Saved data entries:
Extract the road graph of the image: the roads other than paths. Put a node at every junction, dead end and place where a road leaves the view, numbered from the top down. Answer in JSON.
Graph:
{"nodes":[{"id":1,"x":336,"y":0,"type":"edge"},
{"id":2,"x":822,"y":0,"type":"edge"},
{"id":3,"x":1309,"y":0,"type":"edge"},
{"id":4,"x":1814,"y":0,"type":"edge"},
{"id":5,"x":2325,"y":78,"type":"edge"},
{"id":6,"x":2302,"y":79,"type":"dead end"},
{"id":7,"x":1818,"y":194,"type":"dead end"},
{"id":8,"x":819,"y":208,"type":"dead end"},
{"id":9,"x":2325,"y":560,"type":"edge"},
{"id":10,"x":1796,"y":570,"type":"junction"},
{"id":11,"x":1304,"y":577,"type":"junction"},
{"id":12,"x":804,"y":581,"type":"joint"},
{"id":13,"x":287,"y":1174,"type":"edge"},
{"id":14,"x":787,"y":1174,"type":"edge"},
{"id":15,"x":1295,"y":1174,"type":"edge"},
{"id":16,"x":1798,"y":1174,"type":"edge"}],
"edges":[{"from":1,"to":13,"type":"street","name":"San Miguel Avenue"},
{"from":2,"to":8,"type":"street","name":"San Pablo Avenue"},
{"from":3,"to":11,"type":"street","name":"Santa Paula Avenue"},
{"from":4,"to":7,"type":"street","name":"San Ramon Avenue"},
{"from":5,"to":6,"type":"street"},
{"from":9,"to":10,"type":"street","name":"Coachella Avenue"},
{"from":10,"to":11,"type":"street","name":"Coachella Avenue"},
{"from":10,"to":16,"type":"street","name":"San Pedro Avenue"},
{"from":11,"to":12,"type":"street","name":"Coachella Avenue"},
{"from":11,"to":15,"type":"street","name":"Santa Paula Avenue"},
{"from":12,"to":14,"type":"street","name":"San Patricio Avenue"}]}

## Exercise goal
What is wanted is an exact copy of the data.

## Response to this exercise
Extract the road graph of the image: the roads other than paths. Put a node at every junction, dead end and place where a road leaves the view, numbered from the top down. Answer in JSON.
Graph:
{"nodes":[{"id":1,"x":336,"y":0,"type":"edge"},
{"id":2,"x":822,"y":0,"type":"edge"},
{"id":3,"x":1309,"y":0,"type":"edge"},
{"id":4,"x":1814,"y":0,"type":"edge"},
{"id":5,"x":2325,"y":78,"type":"edge"},
{"id":6,"x":2302,"y":79,"type":"dead end"},
{"id":7,"x":1818,"y":194,"type":"dead end"},
{"id":8,"x":819,"y":208,"type":"dead end"},
{"id":9,"x":2325,"y":560,"type":"edge"},
{"id":10,"x":1796,"y":570,"type":"junction"},
{"id":11,"x":1304,"y":577,"type":"junction"},
{"id":12,"x":804,"y":581,"type":"joint"},
{"id":13,"x":287,"y":1174,"type":"edge"},
{"id":14,"x":787,"y":1174,"type":"edge"},
{"id":15,"x":1295,"y":1174,"type":"edge"},
{"id":16,"x":1798,"y":1174,"type":"edge"}],
"edges":[{"from":1,"to":13,"type":"street","name":"San Miguel Avenue"},
{"from":2,"to":8,"type":"street","name":"San Pablo Avenue"},
{"from":3,"to":11,"type":"street","name":"Santa Paula Avenue"},
{"from":4,"to":7,"type":"street","name":"San Ramon Avenue"},
{"from":5,"to":6,"type":"street"},
{"from":9,"to":10,"type":"street","name":"Coachella Avenue"},
{"from":10,"to":11,"type":"street","name":"Coachella Avenue"},
{"from":10,"to":16,"type":"street","name":"San Pedro Avenue"},
{"from":11,"to":12,"type":"street","name":"Coachella Avenue"},
{"from":11,"to":15,"type":"street","name":"Santa Paula Avenue"},
{"from":12,"to":14,"type":"street","name":"San Patricio Avenue"}]}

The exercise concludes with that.